Jim O'Rourke: Corona: 武満徹/Tokyo Realization (2006) 武満の音であり、オルークの音でもある、という不思議な心象

Jim O'Rourke: Corona: 武満徹/Tokyo Realization (2006, Columbia Music Entertainment)
1. Corona for pianitst(s), Tokyo Realization 1 26:19
2. Corona for pianitst(s), Tokyo Realization 2 25:05
Jim O'Rourke(p, Hammond org, Fender Rhodes)
Recorded by Takashi Sasaki, Takashi Sasaki
Engineer [Assistant]: Fumikazu Saitoh, Motohiro Noguchi
Mastered by Hiroyuki Hosaka
Executive-Producer:Hiroshi Ajimoto
Producer: Jim O'Rourke
Recorded and mixed at Sony Music Studios, Tokyo, July 11, 2006.
Mastered at H2 Mastering, Tokyo, July 20, 2006.
-----------------------------------------------------------

ジム・オルークによる武満曲のアルバムの存在を知って、即、注文。今朝から聴いているが、武満的な音の空間とオルークの音が交叉した、いや、武満の音であり、オルークの音でもある、という不思議な心象を与えられた。
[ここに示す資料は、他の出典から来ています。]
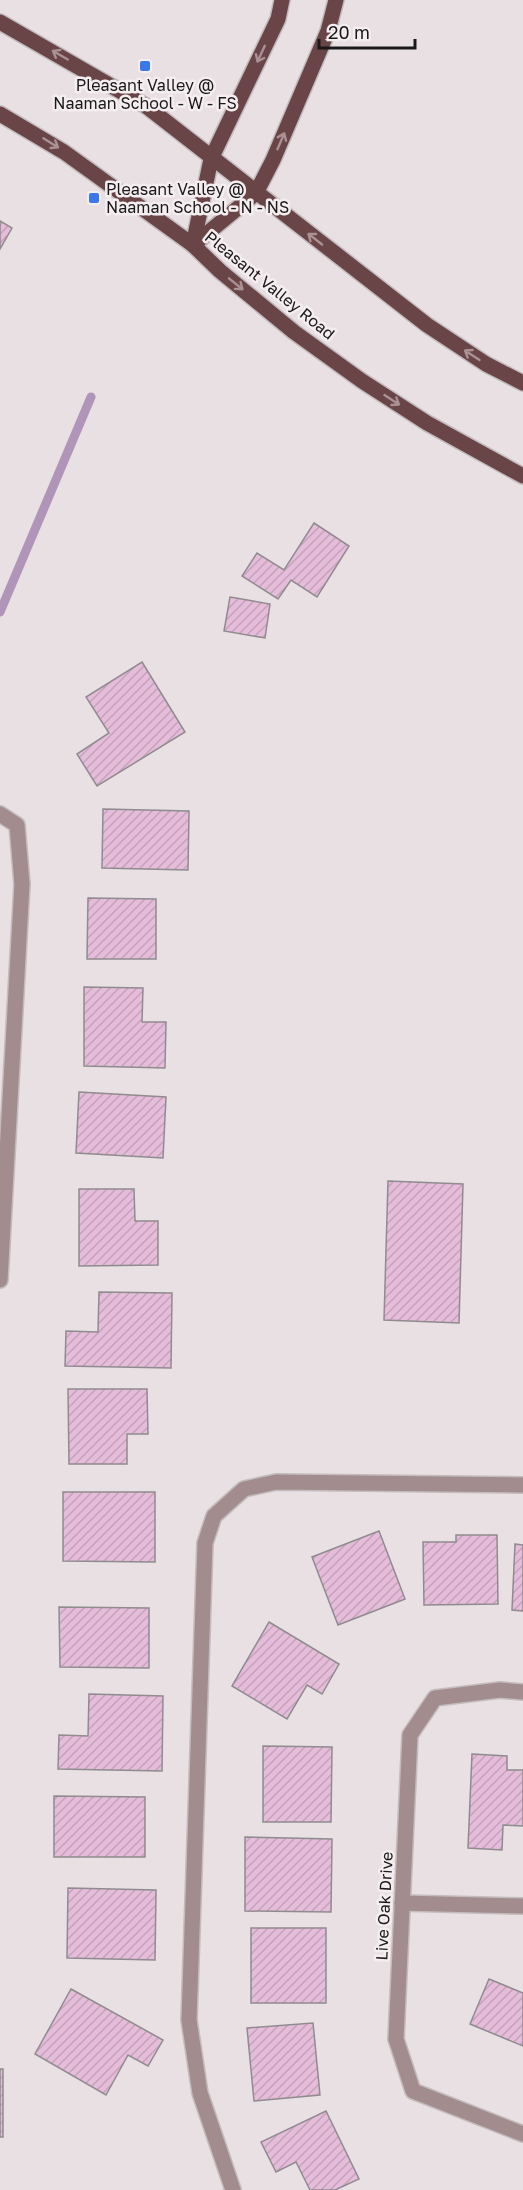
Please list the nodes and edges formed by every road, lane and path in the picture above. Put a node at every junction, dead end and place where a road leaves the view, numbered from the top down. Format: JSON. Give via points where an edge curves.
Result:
{"nodes":[{"id":1,"x":282,"y":0,"type":"edge"},
{"id":2,"x":336,"y":0,"type":"edge"},
{"id":3,"x":0,"y":22,"type":"edge"},
{"id":4,"x":0,"y":114,"type":"edge"},
{"id":5,"x":211,"y":159,"type":"junction"},
{"id":6,"x":256,"y":193,"type":"junction"},
{"id":7,"x":193,"y":245,"type":"junction"},
{"id":8,"x":523,"y":383,"type":"edge"},
{"id":9,"x":523,"y":476,"type":"edge"},
{"id":10,"x":0,"y":814,"type":"edge"},
{"id":11,"x":0,"y":1280,"type":"edge"},
{"id":12,"x":523,"y":1485,"type":"edge"},
{"id":13,"x":523,"y":1692,"type":"edge"},
{"id":14,"x":402,"y":1903,"type":"junction"},
{"id":15,"x":523,"y":1906,"type":"edge"},
{"id":16,"x":523,"y":2134,"type":"edge"},
{"id":17,"x":232,"y":2190,"type":"edge"}],
"edges":[{"from":1,"to":5,"type":"main road","one_way":true,"via":[[278,19]]},
{"from":6,"to":2,"type":"main road","one_way":true,"via":[[328,31]]},
{"from":5,"to":3,"type":"main road","one_way":true,"via":[[146,106]]},
{"from":4,"to":7,"type":"main road","name":"Pleasant Valley Road","one_way":true,"via":[[64,152]]},
{"from":5,"to":6,"type":"main road"},
{"from":5,"to":7,"type":"main road"},
{"from":6,"to":7,"type":"main road"},
{"from":8,"to":6,"type":"main road","one_way":true,"via":[[427,325]]},
{"from":7,"to":9,"type":"main road","name":"Pleasant Valley Road","one_way":true,"via":[[286,325],[362,381],[427,423]]},
{"from":10,"to":11,"type":"street","via":[[17,825],[22,884]]},
{"from":12,"to":17,"type":"street","via":[[276,1482],[244,1489],[214,1516],[206,1543],[189,2020],[200,2092]]},
{"from":13,"to":14,"type":"street","name":"Live Oak Drive","via":[[500,1690],[435,1698],[410,1735]]},
{"from":14,"to":15,"type":"street"},
{"from":14,"to":16,"type":"street","name":"Live Oak Drive","via":[[396,2039],[413,2091]]}]}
ここまで書いて、discogsのクレジットを見るとギターを弾いていない。鍵盤楽器のみ、なのだ。あれっと思って、滅多に読まない解説を開くと(日本盤なので)、これは武満徹と杉浦康平による美しい図形楽譜によるものだという。そして曲名の通り、ピアノ曲ではなくて、ピアニスト(達)への曲、つまりピアノ奏者との共作を意図しているという。オルークと武満の音が渾然と一体である印象、うまく仕上がった作品なのだろう。ローズで聴く武満世界?オルーク世界?は美味しい。

楽譜に何処まで何が記載されているかは分からないが、オルーク的な音が鍵盤楽器(ピアノ、ハモンド・オルガン、フェンダー・ローズ)の多重録音でつくられていて、また摩擦音のような雑音、あるいは歪みのようなものが、かなり広大な音響空間のなかに飛散している。疎に点在する音の強度(音量ではない)が強く、打音が如く響き渡る。

素晴らしい音体験であった。

初演は高橋悠治と一柳慧で1962年。どんな演奏だったのだろうか。